Questions about DTAN.
yjhong89 opened this issue · 5 comments
Hello,
I am YJHong.
I reached your nice work while I am trying to solve time series matching problem.
My problem is just for sequence matching, don't need to classify sequences after aligning.
I have few questions about DTAN.
-
What if someone has variable data length of sequences? It seems like sequences in UCR dataset have almost fixed length, but in my case, sequence lengths vary too much. A first option I though is zero-padding short sequences to match max-length in a batch similar with speech tasks. But it may need some constraints telling some part of sequence in a batch are zero-padded. Can you give me a guide for this thing?
-
In DTAN, input signals U_i are aligned thorough f_loc and CPAB. But what I want to see is a kind of warping path from reference signal to target signal. Is it possible in DTAN?
Thank you in advance.
Regards.
Hi YJHong,
Thanks for your feedback! I'm glad you found our work useful :)
Regarding your questions:
-
Variable length (VL) input: as mentioned in the paper under the "
Variable length and multi-channel data" section, adjusting DTAN to VL input requires f_loc that could handle such data (RNN?), removing the boundary condition from CPAB and a proper loss function (SDTW?).
Another solution, as you suggested, is adjusting the input signals such that they are of equal lengths (zero-padding for instance). You might want to check how the good people of the UCR archive preprocessed their data.
Imposing a constrain is another solution, perhaps try adjusting the smoothness prior such that signals which are more zero-padded allow for larger the deformation? (just thinking out loud here). -
DTAN is built for the joint alignment of signals. Therefor, there's no "reference signal". That being said, you could adjust the loss function such that the loss is between a batch of signals and a reference signal, and not the batch mean signal. Afterwards, simply plot the index mapping between them.
Hope this helps! If so let me know and I'll close this issue.
Thanks for your answers!
OK with closing issue.
@ronshapiraweber
I re-read DTAN (especially Variable length amd multi-channel data subsection) and gonna ask you something. (Sorry for asking after closing issue).
Suppose there are N sequences with different sequence length.
Firstly, I would design f_loc with RNN/TCN which are capable of treating variable length sequences.
Then theta_i would come out from f_loc and V_i would be generated via CPAB.
My question is that the length of V_i is different from each other respectively due to the length of U_i is different?

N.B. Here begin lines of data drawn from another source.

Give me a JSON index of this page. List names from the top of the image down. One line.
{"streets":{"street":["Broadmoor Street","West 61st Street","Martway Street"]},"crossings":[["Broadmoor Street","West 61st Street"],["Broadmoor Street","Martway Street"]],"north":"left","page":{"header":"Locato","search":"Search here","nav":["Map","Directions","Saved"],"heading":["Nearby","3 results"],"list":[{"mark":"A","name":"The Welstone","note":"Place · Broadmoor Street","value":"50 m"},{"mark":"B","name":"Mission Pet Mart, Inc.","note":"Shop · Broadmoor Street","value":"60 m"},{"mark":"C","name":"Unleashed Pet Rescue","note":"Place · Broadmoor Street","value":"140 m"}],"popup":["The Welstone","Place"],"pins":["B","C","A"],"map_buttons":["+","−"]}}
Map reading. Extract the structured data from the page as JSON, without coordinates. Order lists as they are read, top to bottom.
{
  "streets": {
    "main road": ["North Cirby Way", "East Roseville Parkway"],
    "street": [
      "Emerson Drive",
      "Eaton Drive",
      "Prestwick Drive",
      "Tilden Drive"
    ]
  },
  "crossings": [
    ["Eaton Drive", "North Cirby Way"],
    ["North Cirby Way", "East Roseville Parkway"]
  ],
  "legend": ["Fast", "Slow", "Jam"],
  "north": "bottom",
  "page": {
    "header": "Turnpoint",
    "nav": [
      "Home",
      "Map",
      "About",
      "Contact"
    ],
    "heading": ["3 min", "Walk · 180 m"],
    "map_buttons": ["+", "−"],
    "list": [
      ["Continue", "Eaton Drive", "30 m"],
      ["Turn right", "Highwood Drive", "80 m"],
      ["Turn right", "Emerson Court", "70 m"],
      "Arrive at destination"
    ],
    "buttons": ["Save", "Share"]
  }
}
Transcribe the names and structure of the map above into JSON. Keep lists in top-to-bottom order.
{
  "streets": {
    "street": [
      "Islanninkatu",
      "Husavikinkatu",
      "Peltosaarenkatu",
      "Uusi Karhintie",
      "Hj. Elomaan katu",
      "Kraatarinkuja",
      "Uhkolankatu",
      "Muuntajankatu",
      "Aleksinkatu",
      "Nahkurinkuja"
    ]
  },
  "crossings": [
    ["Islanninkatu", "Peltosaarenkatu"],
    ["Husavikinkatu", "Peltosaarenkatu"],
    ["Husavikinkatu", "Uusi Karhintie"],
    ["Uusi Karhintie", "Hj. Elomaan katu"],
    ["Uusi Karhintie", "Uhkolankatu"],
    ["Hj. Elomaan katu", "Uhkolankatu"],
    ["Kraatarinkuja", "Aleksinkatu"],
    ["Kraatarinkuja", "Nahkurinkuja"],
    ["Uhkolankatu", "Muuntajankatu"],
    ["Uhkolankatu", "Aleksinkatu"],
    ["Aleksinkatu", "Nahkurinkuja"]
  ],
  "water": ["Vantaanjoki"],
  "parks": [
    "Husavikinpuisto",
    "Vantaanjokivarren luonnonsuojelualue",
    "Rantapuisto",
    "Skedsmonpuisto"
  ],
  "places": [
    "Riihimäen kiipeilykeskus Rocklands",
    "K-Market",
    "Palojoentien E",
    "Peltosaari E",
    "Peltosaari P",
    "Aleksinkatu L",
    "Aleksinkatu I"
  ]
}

If then, the loss function in equation (5) (single class case) would be inappropriate so I need to use proper loss function like SoftDTW instead of l2 loss.
Am I getting it right?
Thanks.
Regards.
@yjhong89
Yes, you got it right :)
Keep in mind that you will also have to "turn off" the boundary condition on the CPAB transformation (U_i[0]=V_i[0] and U_i[n]=V_i[n], 'n' being the sequence length). That way, the output signal does not have to be of the same length.
Note: you will have to compute SDTW for each batch, which might be very costly. Take this into consideration when implementing the code.
Cheers and good luck!
Ron
@ronshapiraweber Thanks!